The prospective observational study enrolled 43 deceased donors. More than half of the donors (53.5%) met the ECD criteria. In total, 79.1% of the donors required inotropes to maintain hemodynamic stability. The mean age of the donors was 53.51 (SD 13.33) years (20–74 years); 37.2% of the donors were older than 60 (respectively, 52.4% in the DGF group and 21.8% in the IFG group). There were 25 (58%) men and 18 (41.9%) women. The mean KDRI was 1.1686 (SD 0.358), the mean KDPI was 59.14% (SD 26.57), and 18.5% had a KDPI of more than 80%. The most common death cause was a cerebral vascular accident (72.1%). The number of deaths from head trauma and other causes was equal [14%]. The study involved one donor after circulatory death, and 58.1% of donors had a history of hypertension. The average donor’s body mass index was 25.87 (SD 3.62).
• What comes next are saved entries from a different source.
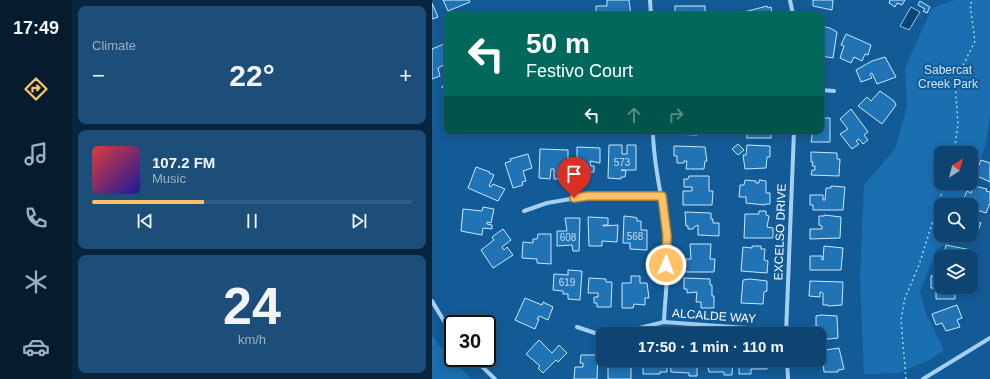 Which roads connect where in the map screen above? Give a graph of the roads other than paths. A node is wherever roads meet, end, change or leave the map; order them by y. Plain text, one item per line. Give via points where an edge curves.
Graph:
1 (650, 0) edge
2 (790, 0) edge
3 (651, 12) edge
4 (792, 12) edge
5 (824, 90) edge
6 (834, 91) dead end
7 (653, 134) edge
8 (794, 134) edge
9 (662, 196) junction
10 (524, 212) dead end
11 (432, 301) edge
12 (444, 321) edge
13 (664, 322) junction
14 (577, 327) dead end
15 (725, 327) edge
16 (786, 327) edge
17 (990, 338) edge
18 (482, 367) edge
19 (787, 367) edge
20 (495, 379) edge
21 (788, 379) edge
22 (923, 379) edge

1 - 3 street
2 - 4 street
5 - 6 street
7 - 9 street via 653,156
8 - 16 street, EXCELSO DRIVE
9 - 10 street via 588,196 547,203
9 - 13 street via 667,236
11 - 12 street
13 - 14 street, ALCALDE WAY via 615,334 595,333
13 - 15 street, ALCALDE WAY
17 - 22 street
18 - 20 street
19 - 21 street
On the day of kidney donation, creatinine ranged from 22 µmol/L to 221 µmol/L, with an average of 95.13 (SD 39.35) µmol/L. The median urine output was 3330 (2400–4000) mL/24 h. The creatinine level was elevated over 26.5 µmol/L (≥0.3 mg/dL) above normal, which could be considered AKI in 16.7% of women and 12.0% of men. Time-zero graft biopsies were performed in 75 cases. There was no significant tubular damage, such as acute tubular injury or acute tubular necrosis. The values of the donor biomarker concentrations are given in Supplementary Table S1.
The study involved 76 kidney recipients. The recipients’ characteristics and transplantation details are summarized in Table 1.
Out of the total number of kidney transplantations performed, four [5.3%] were pre-emptive. Three (3.9%) patients were on peritoneal dialysis. None of these before-mentioned patients experienced DGF. Of the recipients, 90.8% underwent their first kidney transplantation, while 9.2% had repeated transplantations. Of them, 5.3% underwent a second transplantation, 2.6% had a third, and 1.3% had a fourth transplantation. The median waiting time for kidney transplantation was 228 (13–1332) days. The most common cause of end-stage renal disease was chronic glomerulonephritis (31.6%), followed by polycystic kidney disease at 13.2%, diabetes at 9.2%, pyelonephritis at 9.2%, arterial hypertension at 5.3%, and other reasons at 31.6%. There were no significant differences between the DGF and IGF groups according to kidney disease diagnosis. Antibody induction was given to 65 (85.5%) recipients. The immunosuppressive protocol was triple therapy for all patients with methylprednisolone, mycophenolate mofetil, and a calcineurin inhibitor (cyclosporine or tacrolimus). DGF occurred in 27.6% of recipients with a need for 1 to 16 sessions of hemodialysis.
Recipients who had worse early graft function had significantly longer dialysis vintage. Cold ischemic time was longer in the DGF group. Patients with DGF had more extended hospital stays (Table 1).
Donors in the DGF group were older than those in the IGF group and had a more significant ECD ratio (76.2 vs. 41.8%), with a higher KDPI percentage (45 vs. 13%). Donor creatinine was not significantly different between the groups (p = 0.511) (Table 2).
The serum NGAL (sNGAL), urinary IL-18 (uIL-18), and serum CXCL10 values did not differ between the DGF and IGF groups. Other biomarkers such as serum IL-18 (sIL-18), serum KIM-1, urinary NGAL (uNGAL), and urinary KIM-1 (uKIM-1) levels were significantly higher in the DGF group compared to the IGF group (Table 3). There was a statistically significant correlation between the donors’ serum creatinine and the donors’ sKIM-1 (r = 0.334, p = 0.04), sNGAL (r = 0.360, p = 0.002), and uNGAL (r = 0.2900, p = 0.037).
During follow-up, recipients with DGF showed significantly lower kidney function than those without DGF after 1, 3, 6, 12, and 36 months (Supplementary Table S2). No significant differences in graft function after 24 months were observed between the DGF and IGF groups. Acute rejection occurred in 10.5% (n = 8) of recipients during the first year, with a significant difference between the DGF (23.8%) and IGF (5.5%) groups (p = 0.033). No statistically significant differences existed between donor biomarker concentrations and acute rejection during the first year after transplantation.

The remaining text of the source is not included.